== Exercise requirements ==
Return each line of the data below exactly, omitting any pictures.

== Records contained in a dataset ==
************

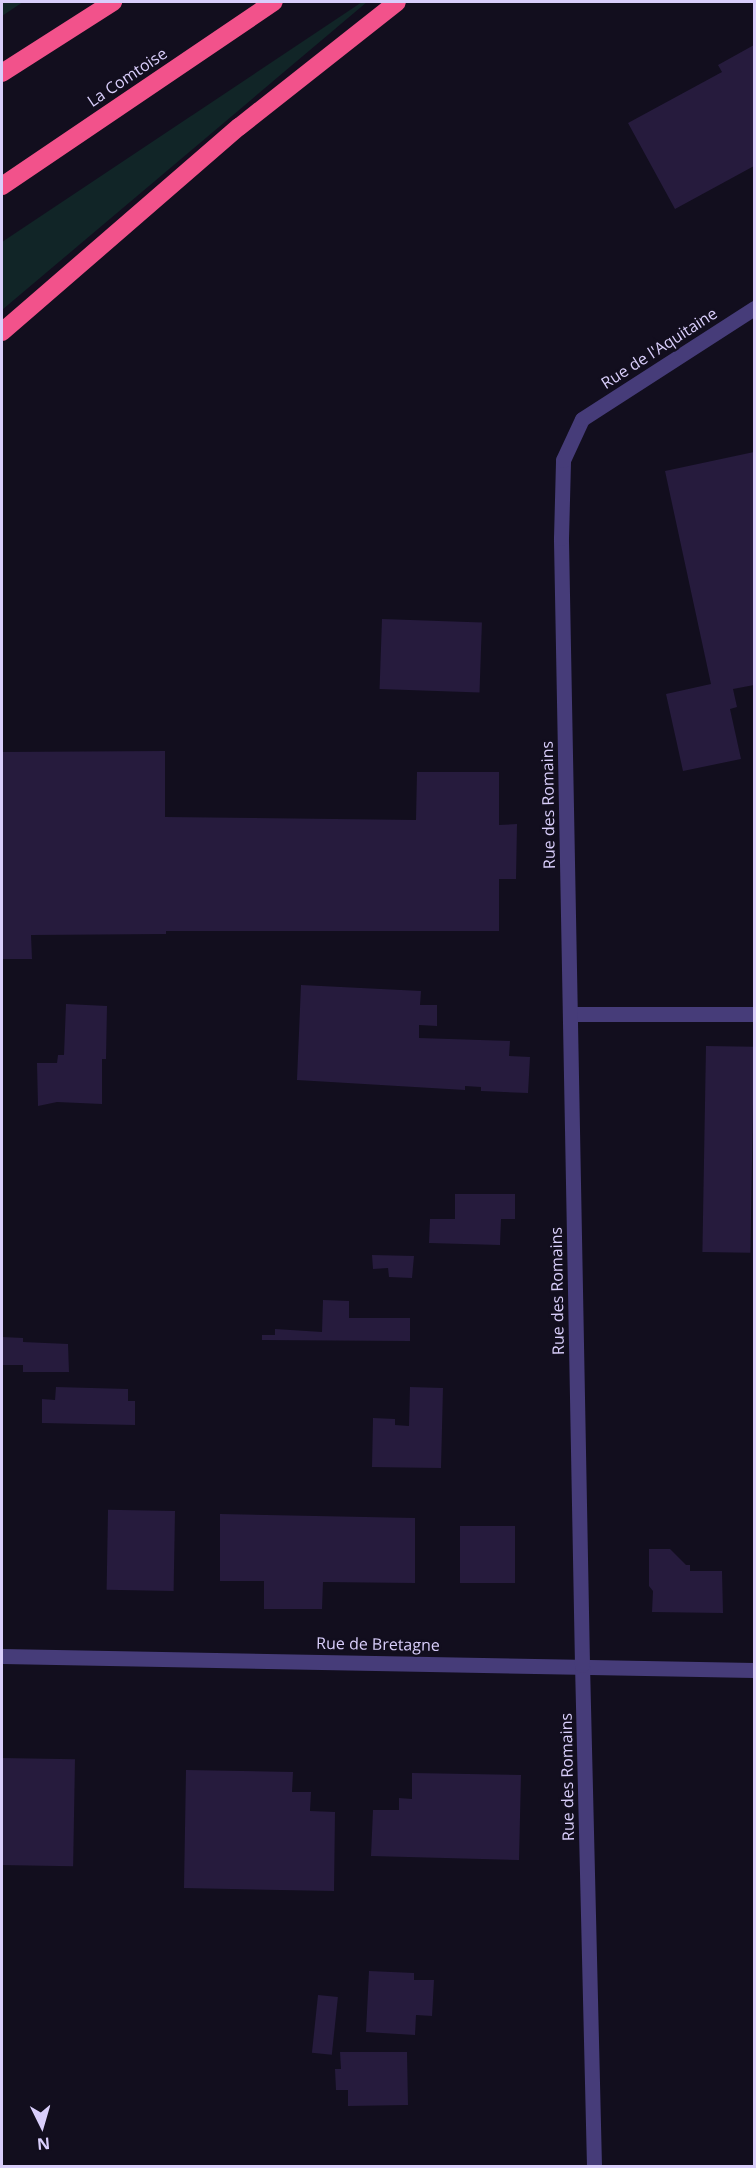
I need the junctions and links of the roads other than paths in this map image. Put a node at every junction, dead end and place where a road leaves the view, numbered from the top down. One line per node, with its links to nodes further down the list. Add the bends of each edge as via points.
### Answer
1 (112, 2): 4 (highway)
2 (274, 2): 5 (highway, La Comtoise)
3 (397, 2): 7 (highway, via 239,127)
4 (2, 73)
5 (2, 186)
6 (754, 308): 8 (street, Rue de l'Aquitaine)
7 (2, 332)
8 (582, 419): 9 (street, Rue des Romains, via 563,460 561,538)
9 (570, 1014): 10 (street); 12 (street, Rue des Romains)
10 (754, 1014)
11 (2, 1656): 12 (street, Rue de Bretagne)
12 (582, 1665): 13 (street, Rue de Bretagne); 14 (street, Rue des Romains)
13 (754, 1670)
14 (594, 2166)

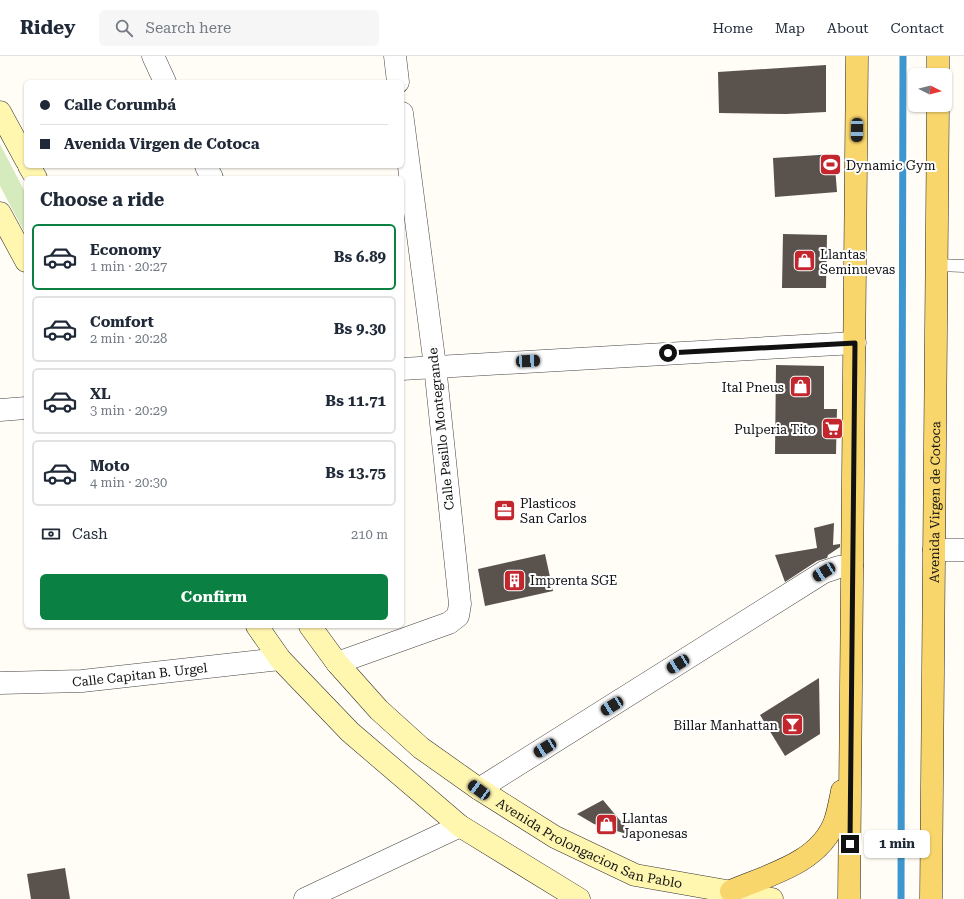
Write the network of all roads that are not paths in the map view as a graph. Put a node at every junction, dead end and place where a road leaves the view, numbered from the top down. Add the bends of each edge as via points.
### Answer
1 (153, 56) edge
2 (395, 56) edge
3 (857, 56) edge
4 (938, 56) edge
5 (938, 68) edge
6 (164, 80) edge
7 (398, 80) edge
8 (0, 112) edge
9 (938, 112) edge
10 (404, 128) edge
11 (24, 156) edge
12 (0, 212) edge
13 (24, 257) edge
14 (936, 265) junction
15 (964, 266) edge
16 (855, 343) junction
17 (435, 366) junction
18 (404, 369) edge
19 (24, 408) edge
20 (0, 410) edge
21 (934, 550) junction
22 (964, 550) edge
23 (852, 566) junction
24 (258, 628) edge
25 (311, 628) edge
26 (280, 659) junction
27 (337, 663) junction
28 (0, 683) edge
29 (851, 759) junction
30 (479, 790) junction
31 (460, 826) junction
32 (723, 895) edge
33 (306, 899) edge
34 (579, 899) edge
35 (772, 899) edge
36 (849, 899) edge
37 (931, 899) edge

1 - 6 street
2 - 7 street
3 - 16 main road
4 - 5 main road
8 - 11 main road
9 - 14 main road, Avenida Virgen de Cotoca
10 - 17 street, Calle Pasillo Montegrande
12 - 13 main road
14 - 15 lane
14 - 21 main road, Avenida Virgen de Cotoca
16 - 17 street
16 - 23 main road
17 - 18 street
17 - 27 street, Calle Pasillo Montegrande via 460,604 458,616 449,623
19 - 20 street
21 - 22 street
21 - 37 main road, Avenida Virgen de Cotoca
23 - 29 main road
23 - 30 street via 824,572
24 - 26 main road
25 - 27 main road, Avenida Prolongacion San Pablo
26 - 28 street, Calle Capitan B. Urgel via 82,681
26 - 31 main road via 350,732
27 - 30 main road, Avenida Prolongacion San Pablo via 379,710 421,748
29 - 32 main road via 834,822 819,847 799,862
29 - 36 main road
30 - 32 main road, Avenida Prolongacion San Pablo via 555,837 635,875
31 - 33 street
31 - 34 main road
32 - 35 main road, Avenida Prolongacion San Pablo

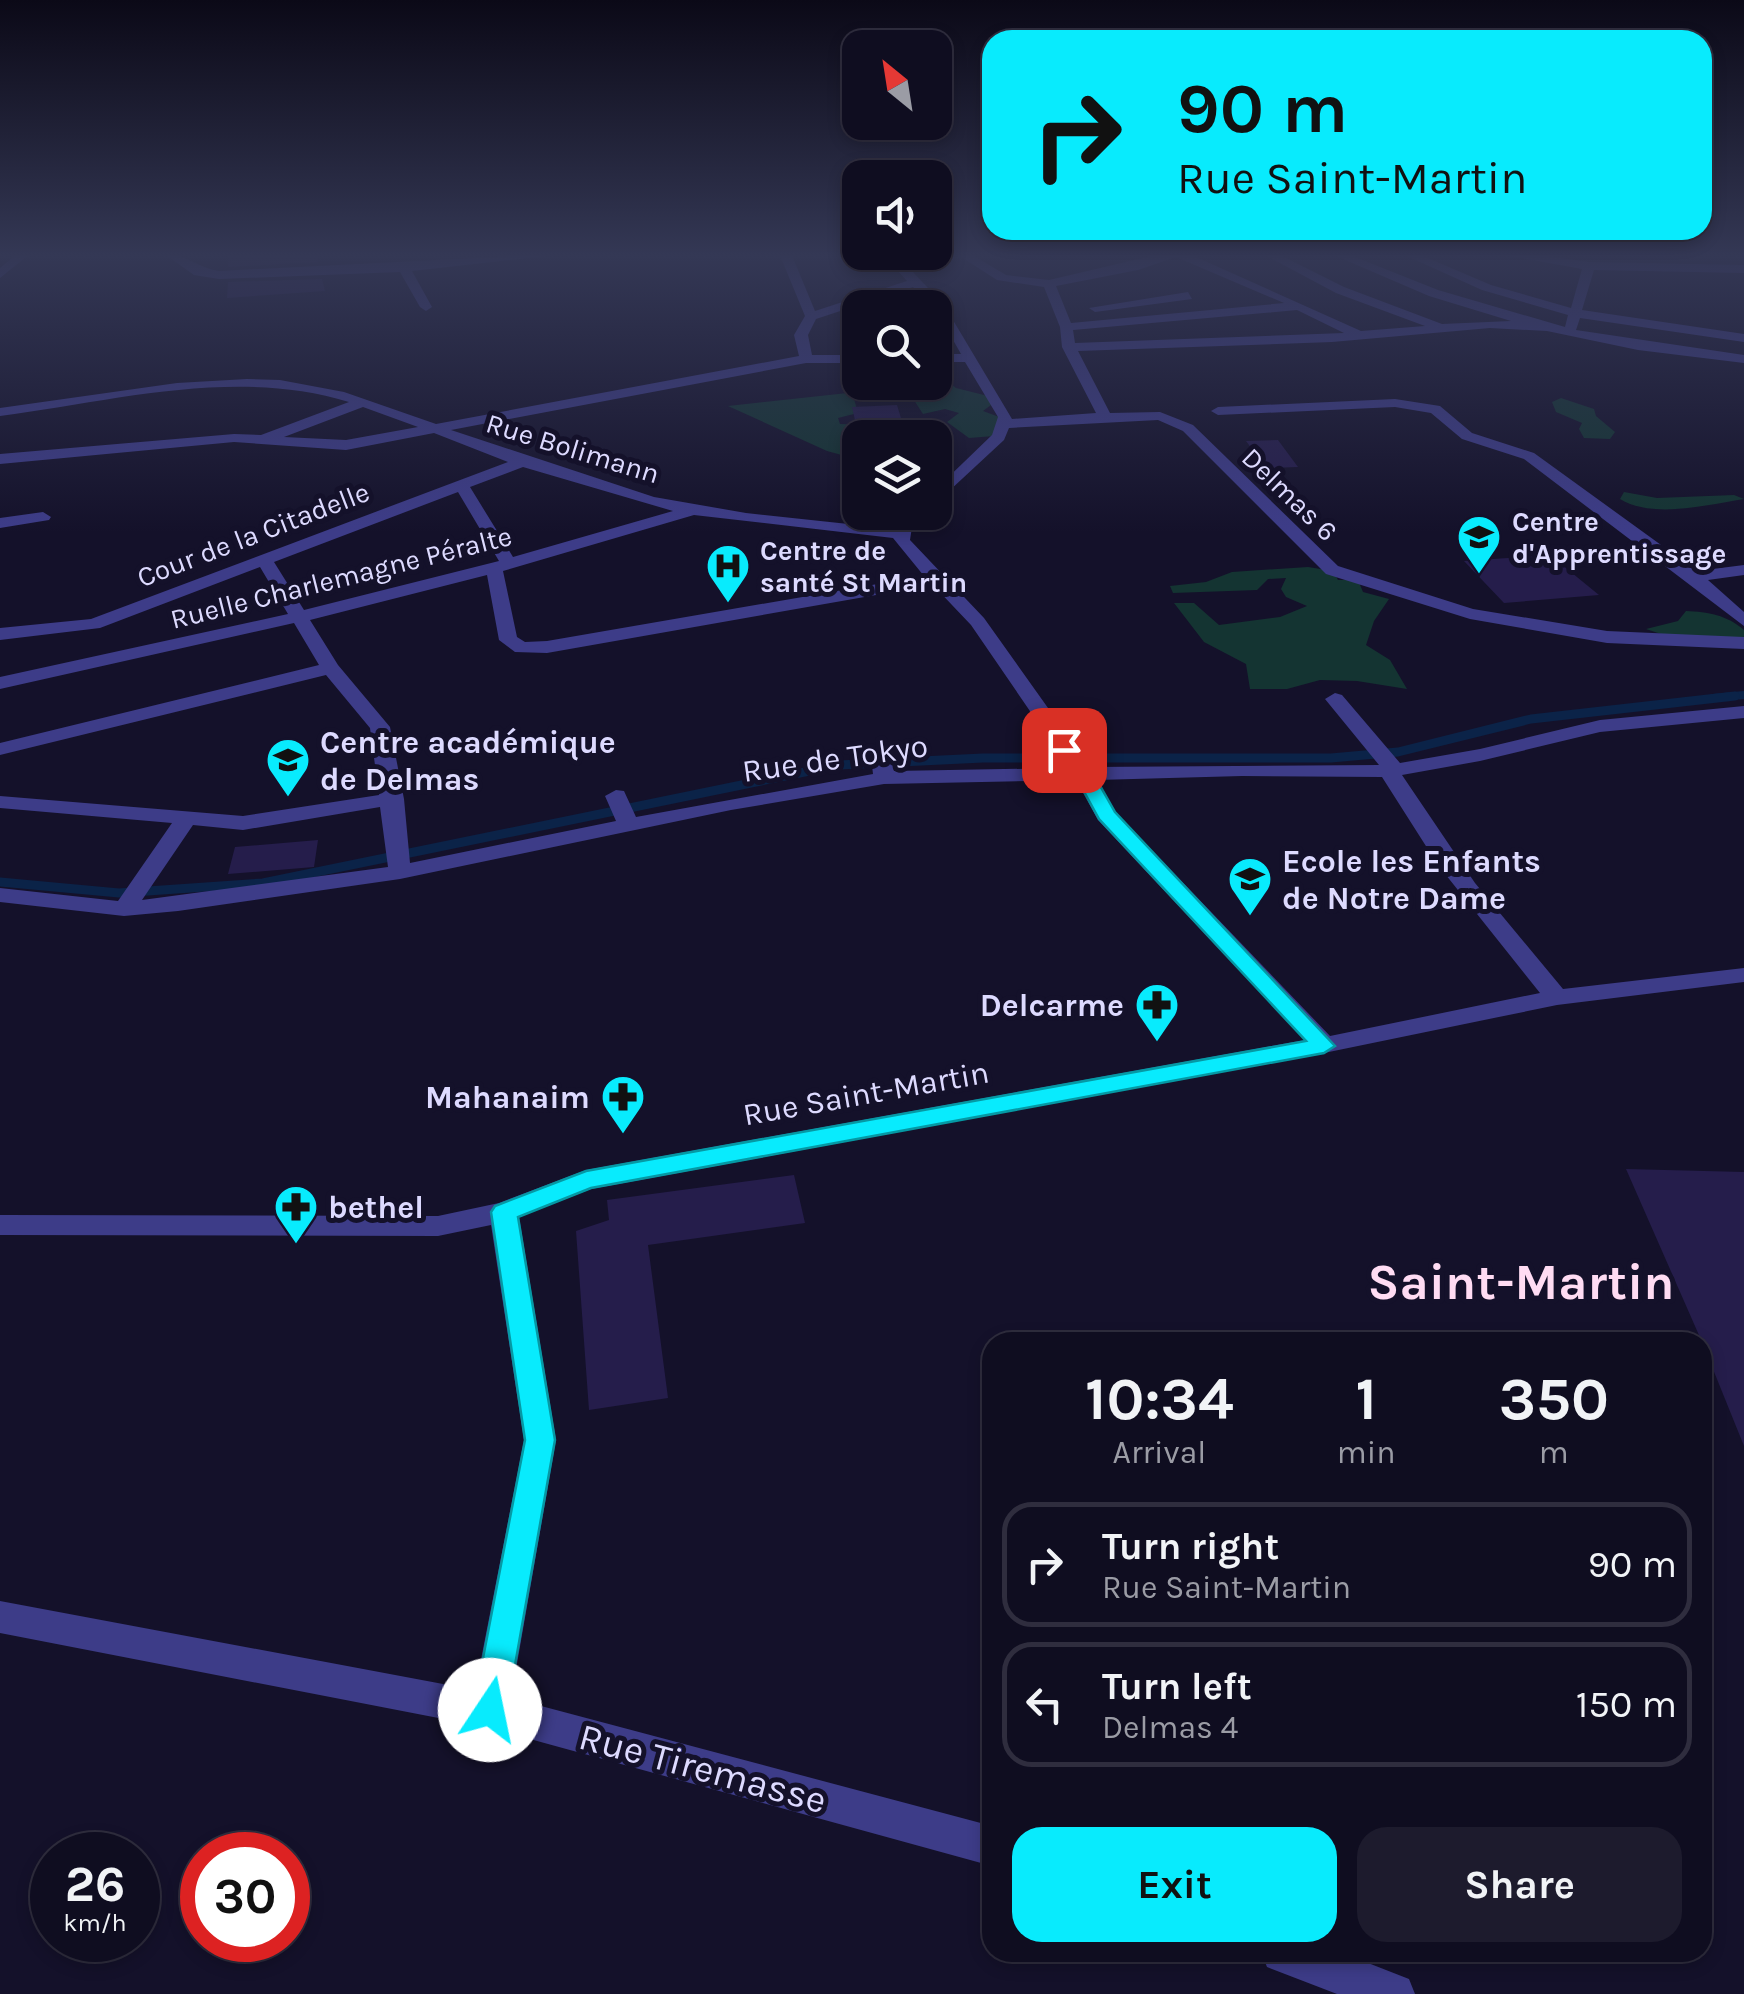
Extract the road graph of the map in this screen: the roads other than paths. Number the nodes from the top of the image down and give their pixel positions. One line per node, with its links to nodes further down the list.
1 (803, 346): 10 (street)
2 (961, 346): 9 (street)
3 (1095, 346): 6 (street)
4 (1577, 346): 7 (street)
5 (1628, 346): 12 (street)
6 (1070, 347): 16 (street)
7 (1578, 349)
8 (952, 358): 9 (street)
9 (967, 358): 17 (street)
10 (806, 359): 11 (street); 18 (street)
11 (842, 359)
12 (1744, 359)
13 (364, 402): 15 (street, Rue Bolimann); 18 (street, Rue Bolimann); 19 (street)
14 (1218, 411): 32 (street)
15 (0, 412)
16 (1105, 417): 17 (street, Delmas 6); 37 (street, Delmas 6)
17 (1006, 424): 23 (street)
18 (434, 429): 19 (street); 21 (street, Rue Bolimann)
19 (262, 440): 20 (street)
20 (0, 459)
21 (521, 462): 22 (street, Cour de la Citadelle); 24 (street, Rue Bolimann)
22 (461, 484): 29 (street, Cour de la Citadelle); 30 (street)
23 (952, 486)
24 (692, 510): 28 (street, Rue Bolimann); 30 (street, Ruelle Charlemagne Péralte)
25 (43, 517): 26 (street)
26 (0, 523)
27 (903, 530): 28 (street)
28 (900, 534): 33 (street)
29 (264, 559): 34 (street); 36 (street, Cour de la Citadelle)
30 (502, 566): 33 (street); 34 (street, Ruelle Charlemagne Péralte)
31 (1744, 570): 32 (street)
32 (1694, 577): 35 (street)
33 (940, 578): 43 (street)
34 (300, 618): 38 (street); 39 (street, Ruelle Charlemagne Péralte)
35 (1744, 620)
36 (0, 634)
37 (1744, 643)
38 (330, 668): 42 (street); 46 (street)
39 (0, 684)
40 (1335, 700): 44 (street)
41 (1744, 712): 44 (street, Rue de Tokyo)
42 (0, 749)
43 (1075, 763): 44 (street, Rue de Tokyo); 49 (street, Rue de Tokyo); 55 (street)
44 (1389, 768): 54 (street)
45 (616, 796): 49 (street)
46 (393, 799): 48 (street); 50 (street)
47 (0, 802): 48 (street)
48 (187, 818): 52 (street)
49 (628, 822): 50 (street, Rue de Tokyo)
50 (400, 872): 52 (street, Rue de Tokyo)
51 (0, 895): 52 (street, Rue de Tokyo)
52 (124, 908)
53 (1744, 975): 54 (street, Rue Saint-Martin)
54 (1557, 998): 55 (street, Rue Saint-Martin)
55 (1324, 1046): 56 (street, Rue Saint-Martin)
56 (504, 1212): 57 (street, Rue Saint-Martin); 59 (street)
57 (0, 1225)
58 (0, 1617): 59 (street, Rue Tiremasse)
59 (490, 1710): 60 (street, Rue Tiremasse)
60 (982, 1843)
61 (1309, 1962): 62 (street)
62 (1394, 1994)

************

== Answer for the task ==
I need the junctions and links of the roads other than paths in this map image. Put a node at every junction, dead end and place where a road leaves the view, numbered from the top down. One line per node, with its links to nodes further down the list. Add the bends of each edge as via points.
### Answer
1 (112, 2): 4 (highway)
2 (274, 2): 5 (highway, La Comtoise)
3 (397, 2): 7 (highway, via 239,127)
4 (2, 73)
5 (2, 186)
6 (754, 308): 8 (street, Rue de l'Aquitaine)
7 (2, 332)
8 (582, 419): 9 (street, Rue des Romains, via 563,460 561,538)
9 (570, 1014): 10 (street); 12 (street, Rue des Romains)
10 (754, 1014)
11 (2, 1656): 12 (street, Rue de Bretagne)
12 (582, 1665): 13 (street, Rue de Bretagne); 14 (street, Rue des Romains)
13 (754, 1670)
14 (594, 2166)

Write the network of all roads that are not paths in the map view as a graph. Put a node at every junction, dead end and place where a road leaves the view, numbered from the top down. Add the bends of each edge as via points.
### Answer
1 (153, 56) edge
2 (395, 56) edge
3 (857, 56) edge
4 (938, 56) edge
5 (938, 68) edge
6 (164, 80) edge
7 (398, 80) edge
8 (0, 112) edge
9 (938, 112) edge
10 (404, 128) edge
11 (24, 156) edge
12 (0, 212) edge
13 (24, 257) edge
14 (936, 265) junction
15 (964, 266) edge
16 (855, 343) junction
17 (435, 366) junction
18 (404, 369) edge
19 (24, 408) edge
20 (0, 410) edge
21 (934, 550) junction
22 (964, 550) edge
23 (852, 566) junction
24 (258, 628) edge
25 (311, 628) edge
26 (280, 659) junction
27 (337, 663) junction
28 (0, 683) edge
29 (851, 759) junction
30 (479, 790) junction
31 (460, 826) junction
32 (723, 895) edge
33 (306, 899) edge
34 (579, 899) edge
35 (772, 899) edge
36 (849, 899) edge
37 (931, 899) edge

1 - 6 street
2 - 7 street
3 - 16 main road
4 - 5 main road
8 - 11 main road
9 - 14 main road, Avenida Virgen de Cotoca
10 - 17 street, Calle Pasillo Montegrande
12 - 13 main road
14 - 15 lane
14 - 21 main road, Avenida Virgen de Cotoca
16 - 17 street
16 - 23 main road
17 - 18 street
17 - 27 street, Calle Pasillo Montegrande via 460,604 458,616 449,623
19 - 20 street
21 - 22 street
21 - 37 main road, Avenida Virgen de Cotoca
23 - 29 main road
23 - 30 street via 824,572
24 - 26 main road
25 - 27 main road, Avenida Prolongacion San Pablo
26 - 28 street, Calle Capitan B. Urgel via 82,681
26 - 31 main road via 350,732
27 - 30 main road, Avenida Prolongacion San Pablo via 379,710 421,748
29 - 32 main road via 834,822 819,847 799,862
29 - 36 main road
30 - 32 main road, Avenida Prolongacion San Pablo via 555,837 635,875
31 - 33 street
31 - 34 main road
32 - 35 main road, Avenida Prolongacion San Pablo

Extract the road graph of the map in this screen: the roads other than paths. Number the nodes from the top of the image down and give their pixel positions. One line per node, with its links to nodes further down the list.
1 (803, 346): 10 (street)
2 (961, 346): 9 (street)
3 (1095, 346): 6 (street)
4 (1577, 346): 7 (street)
5 (1628, 346): 12 (street)
6 (1070, 347): 16 (street)
7 (1578, 349)
8 (952, 358): 9 (street)
9 (967, 358): 17 (street)
10 (806, 359): 11 (street); 18 (street)
11 (842, 359)
12 (1744, 359)
13 (364, 402): 15 (street, Rue Bolimann); 18 (street, Rue Bolimann); 19 (street)
14 (1218, 411): 32 (street)
15 (0, 412)
16 (1105, 417): 17 (street, Delmas 6); 37 (street, Delmas 6)
17 (1006, 424): 23 (street)
18 (434, 429): 19 (street); 21 (street, Rue Bolimann)
19 (262, 440): 20 (street)
20 (0, 459)
21 (521, 462): 22 (street, Cour de la Citadelle); 24 (street, Rue Bolimann)
22 (461, 484): 29 (street, Cour de la Citadelle); 30 (street)
23 (952, 486)
24 (692, 510): 28 (street, Rue Bolimann); 30 (street, Ruelle Charlemagne Péralte)
25 (43, 517): 26 (street)
26 (0, 523)
27 (903, 530): 28 (street)
28 (900, 534): 33 (street)
29 (264, 559): 34 (street); 36 (street, Cour de la Citadelle)
30 (502, 566): 33 (street); 34 (street, Ruelle Charlemagne Péralte)
31 (1744, 570): 32 (street)
32 (1694, 577): 35 (street)
33 (940, 578): 43 (street)
34 (300, 618): 38 (street); 39 (street, Ruelle Charlemagne Péralte)
35 (1744, 620)
36 (0, 634)
37 (1744, 643)
38 (330, 668): 42 (street); 46 (street)
39 (0, 684)
40 (1335, 700): 44 (street)
41 (1744, 712): 44 (street, Rue de Tokyo)
42 (0, 749)
43 (1075, 763): 44 (street, Rue de Tokyo); 49 (street, Rue de Tokyo); 55 (street)
44 (1389, 768): 54 (street)
45 (616, 796): 49 (street)
46 (393, 799): 48 (street); 50 (street)
47 (0, 802): 48 (street)
48 (187, 818): 52 (street)
49 (628, 822): 50 (street, Rue de Tokyo)
50 (400, 872): 52 (street, Rue de Tokyo)
51 (0, 895): 52 (street, Rue de Tokyo)
52 (124, 908)
53 (1744, 975): 54 (street, Rue Saint-Martin)
54 (1557, 998): 55 (street, Rue Saint-Martin)
55 (1324, 1046): 56 (street, Rue Saint-Martin)
56 (504, 1212): 57 (street, Rue Saint-Martin); 59 (street)
57 (0, 1225)
58 (0, 1617): 59 (street, Rue Tiremasse)
59 (490, 1710): 60 (street, Rue Tiremasse)
60 (982, 1843)
61 (1309, 1962): 62 (street)
62 (1394, 1994)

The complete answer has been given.